- _Work request_
Line by line, repeat the material below exactly and skip the images.

● ● ●

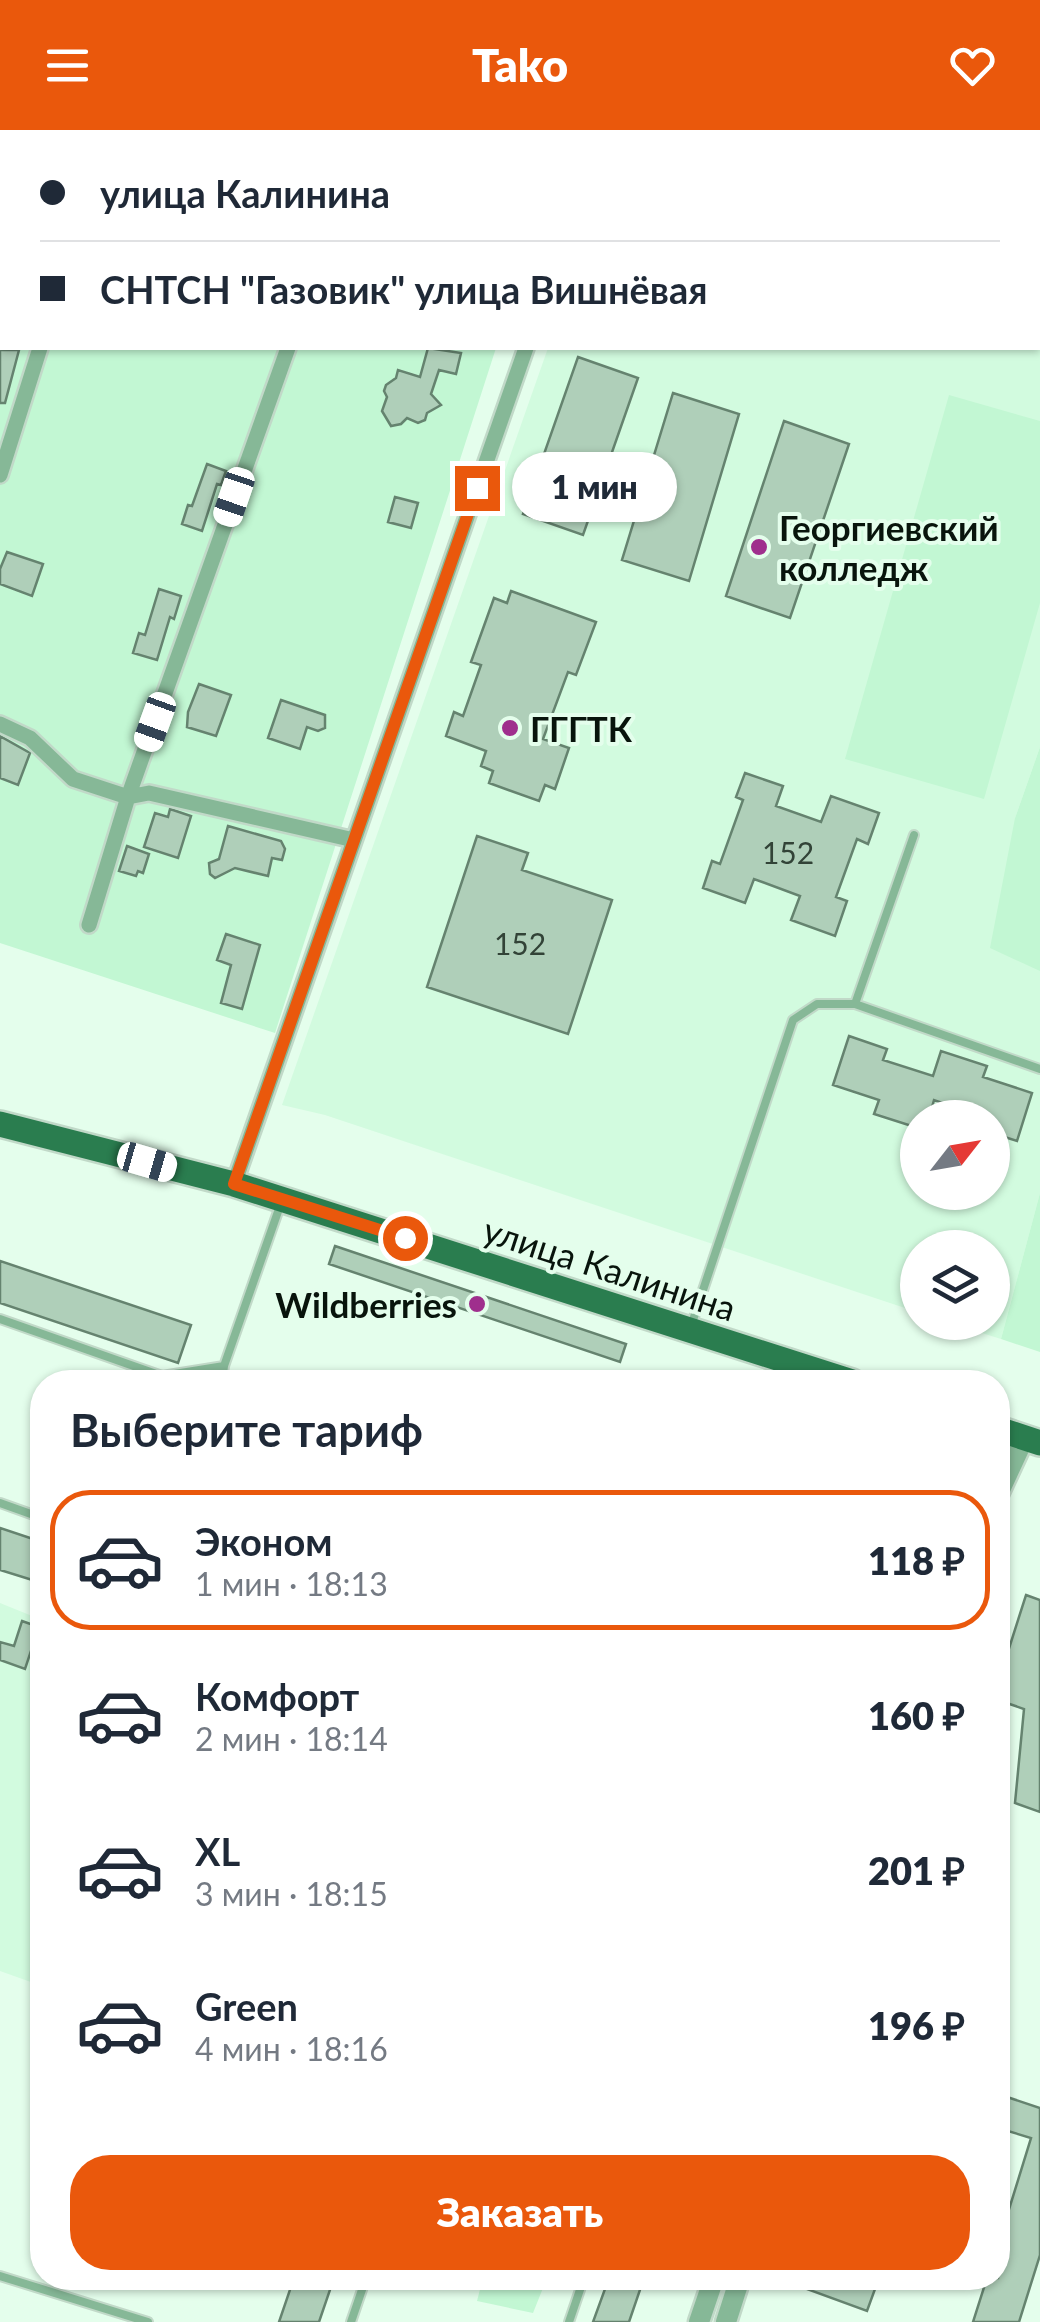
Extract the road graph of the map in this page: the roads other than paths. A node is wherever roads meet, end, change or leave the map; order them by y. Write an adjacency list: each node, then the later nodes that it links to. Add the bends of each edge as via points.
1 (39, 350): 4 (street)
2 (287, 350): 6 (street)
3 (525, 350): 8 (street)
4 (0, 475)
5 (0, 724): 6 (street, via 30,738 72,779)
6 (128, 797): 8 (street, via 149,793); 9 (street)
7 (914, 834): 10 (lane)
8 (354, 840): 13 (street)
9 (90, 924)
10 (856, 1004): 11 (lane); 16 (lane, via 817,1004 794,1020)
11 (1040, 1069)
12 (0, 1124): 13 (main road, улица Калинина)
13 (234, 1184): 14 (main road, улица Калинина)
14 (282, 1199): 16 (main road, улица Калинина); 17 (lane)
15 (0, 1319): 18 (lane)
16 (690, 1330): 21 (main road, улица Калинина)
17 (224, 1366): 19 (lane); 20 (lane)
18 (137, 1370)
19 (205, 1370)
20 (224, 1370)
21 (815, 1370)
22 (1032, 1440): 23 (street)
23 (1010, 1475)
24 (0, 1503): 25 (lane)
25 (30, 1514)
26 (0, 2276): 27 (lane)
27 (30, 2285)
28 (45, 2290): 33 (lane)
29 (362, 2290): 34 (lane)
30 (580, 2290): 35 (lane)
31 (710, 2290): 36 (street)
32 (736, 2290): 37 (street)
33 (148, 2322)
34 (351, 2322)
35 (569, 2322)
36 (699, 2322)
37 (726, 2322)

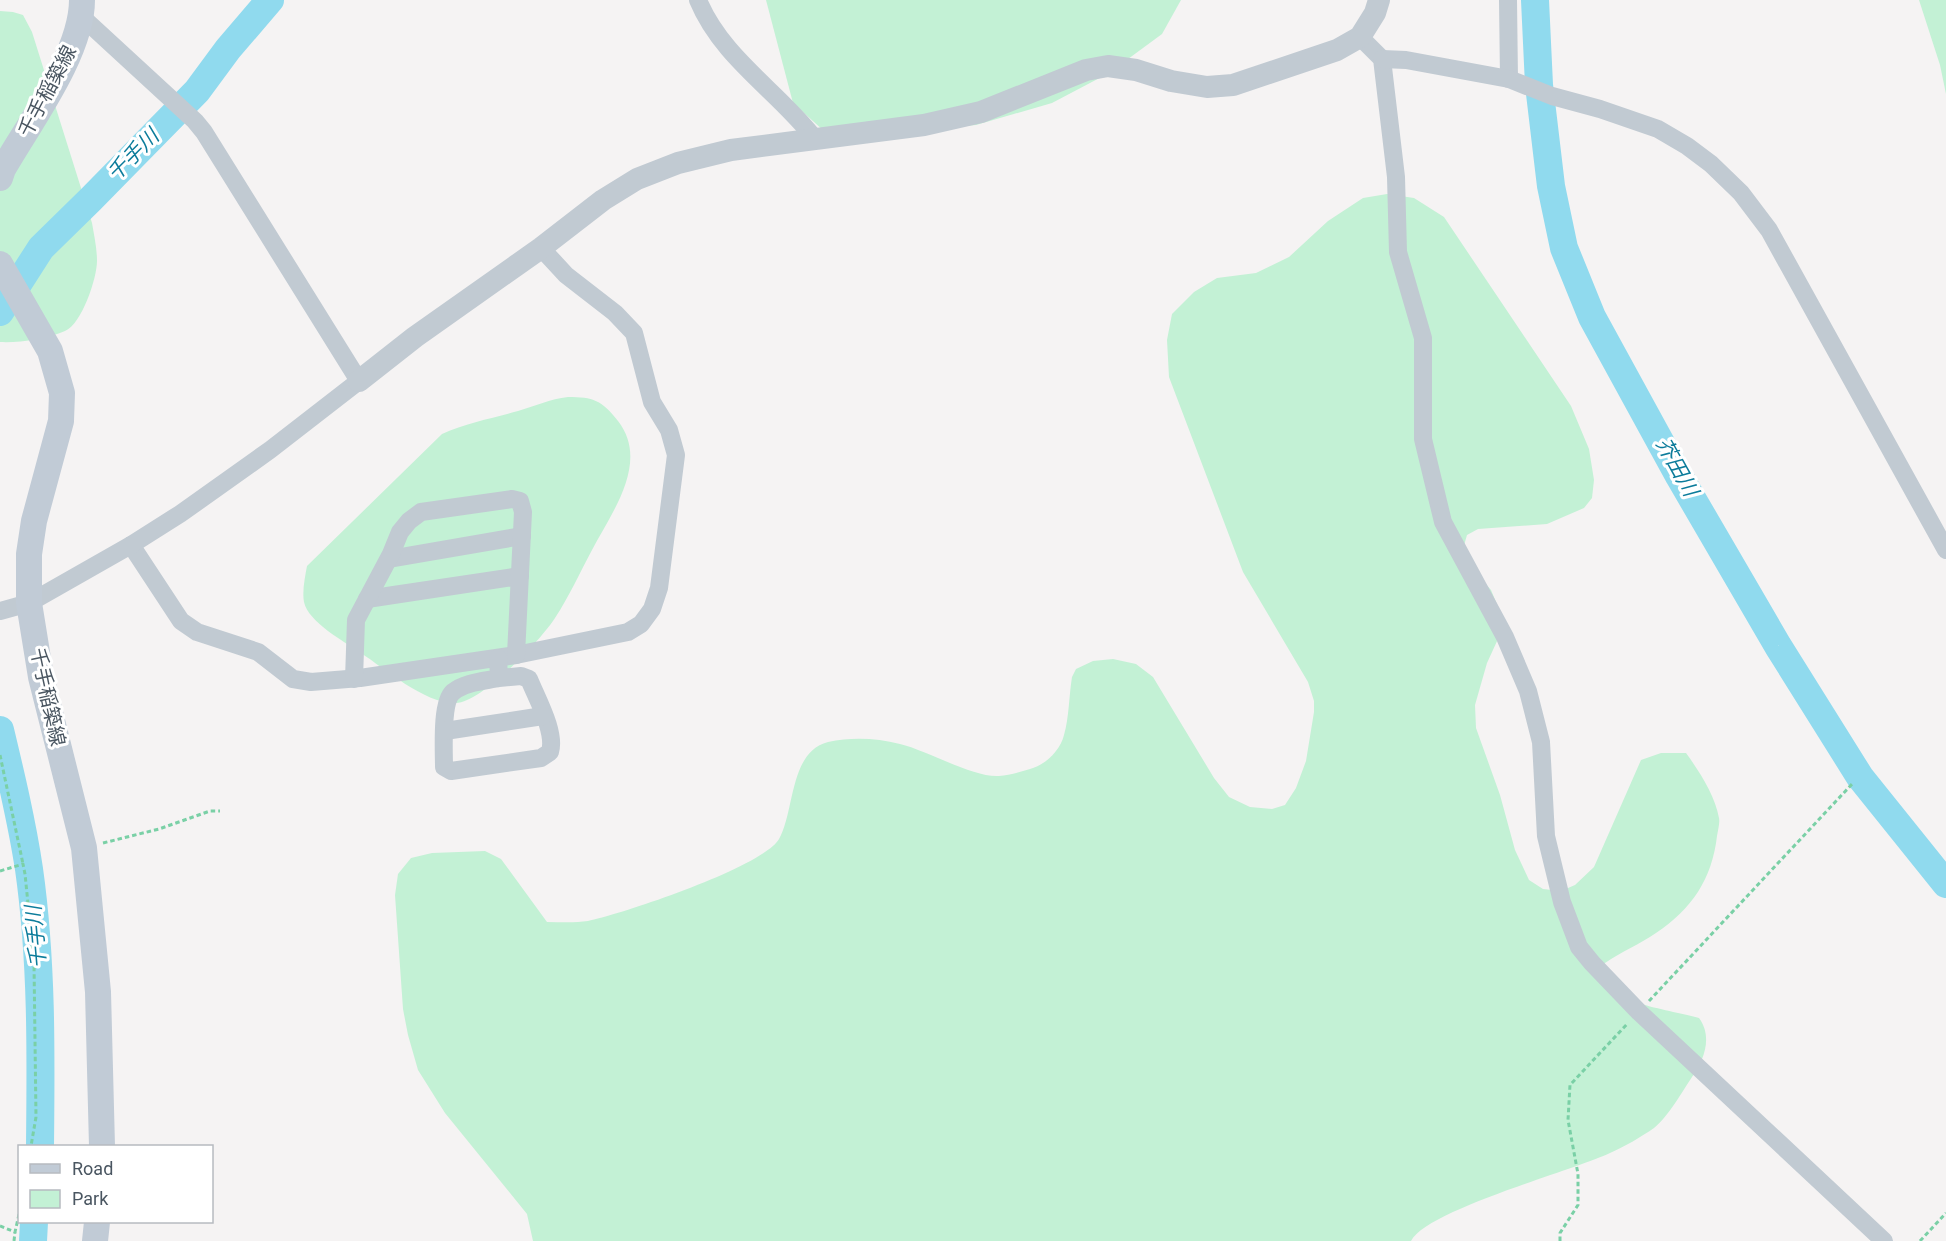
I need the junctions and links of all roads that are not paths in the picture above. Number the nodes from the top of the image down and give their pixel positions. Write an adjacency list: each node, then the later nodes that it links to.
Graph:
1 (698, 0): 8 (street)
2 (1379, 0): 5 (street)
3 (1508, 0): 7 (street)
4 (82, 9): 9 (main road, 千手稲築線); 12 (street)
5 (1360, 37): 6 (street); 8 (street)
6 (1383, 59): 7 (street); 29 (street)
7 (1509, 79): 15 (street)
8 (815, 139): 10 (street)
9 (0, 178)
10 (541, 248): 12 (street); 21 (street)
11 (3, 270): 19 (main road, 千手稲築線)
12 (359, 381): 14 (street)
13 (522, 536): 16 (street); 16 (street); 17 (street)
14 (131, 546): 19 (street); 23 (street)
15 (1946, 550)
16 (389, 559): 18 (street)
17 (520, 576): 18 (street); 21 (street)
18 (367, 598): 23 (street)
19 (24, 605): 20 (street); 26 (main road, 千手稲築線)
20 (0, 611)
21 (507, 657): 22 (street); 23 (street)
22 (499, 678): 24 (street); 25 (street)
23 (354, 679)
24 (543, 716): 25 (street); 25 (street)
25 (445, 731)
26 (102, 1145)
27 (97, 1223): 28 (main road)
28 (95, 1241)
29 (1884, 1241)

● ● ●

- _Your response_
Extract the road graph of the map in this page: the roads other than paths. A node is wherever roads meet, end, change or leave the map; order them by y. Write an adjacency list: each node, then the later nodes that it links to. Add the bends of each edge as via points.
1 (39, 350): 4 (street)
2 (287, 350): 6 (street)
3 (525, 350): 8 (street)
4 (0, 475)
5 (0, 724): 6 (street, via 30,738 72,779)
6 (128, 797): 8 (street, via 149,793); 9 (street)
7 (914, 834): 10 (lane)
8 (354, 840): 13 (street)
9 (90, 924)
10 (856, 1004): 11 (lane); 16 (lane, via 817,1004 794,1020)
11 (1040, 1069)
12 (0, 1124): 13 (main road, улица Калинина)
13 (234, 1184): 14 (main road, улица Калинина)
14 (282, 1199): 16 (main road, улица Калинина); 17 (lane)
15 (0, 1319): 18 (lane)
16 (690, 1330): 21 (main road, улица Калинина)
17 (224, 1366): 19 (lane); 20 (lane)
18 (137, 1370)
19 (205, 1370)
20 (224, 1370)
21 (815, 1370)
22 (1032, 1440): 23 (street)
23 (1010, 1475)
24 (0, 1503): 25 (lane)
25 (30, 1514)
26 (0, 2276): 27 (lane)
27 (30, 2285)
28 (45, 2290): 33 (lane)
29 (362, 2290): 34 (lane)
30 (580, 2290): 35 (lane)
31 (710, 2290): 36 (street)
32 (736, 2290): 37 (street)
33 (148, 2322)
34 (351, 2322)
35 (569, 2322)
36 (699, 2322)
37 (726, 2322)

I need the junctions and links of all roads that are not paths in the picture above. Number the nodes from the top of the image down and give their pixel positions. Write an adjacency list: each node, then the later nodes that it links to.
Graph:
1 (698, 0): 8 (street)
2 (1379, 0): 5 (street)
3 (1508, 0): 7 (street)
4 (82, 9): 9 (main road, 千手稲築線); 12 (street)
5 (1360, 37): 6 (street); 8 (street)
6 (1383, 59): 7 (street); 29 (street)
7 (1509, 79): 15 (street)
8 (815, 139): 10 (street)
9 (0, 178)
10 (541, 248): 12 (street); 21 (street)
11 (3, 270): 19 (main road, 千手稲築線)
12 (359, 381): 14 (street)
13 (522, 536): 16 (street); 16 (street); 17 (street)
14 (131, 546): 19 (street); 23 (street)
15 (1946, 550)
16 (389, 559): 18 (street)
17 (520, 576): 18 (street); 21 (street)
18 (367, 598): 23 (street)
19 (24, 605): 20 (street); 26 (main road, 千手稲築線)
20 (0, 611)
21 (507, 657): 22 (street); 23 (street)
22 (499, 678): 24 (street); 25 (street)
23 (354, 679)
24 (543, 716): 25 (street); 25 (street)
25 (445, 731)
26 (102, 1145)
27 (97, 1223): 28 (main road)
28 (95, 1241)
29 (1884, 1241)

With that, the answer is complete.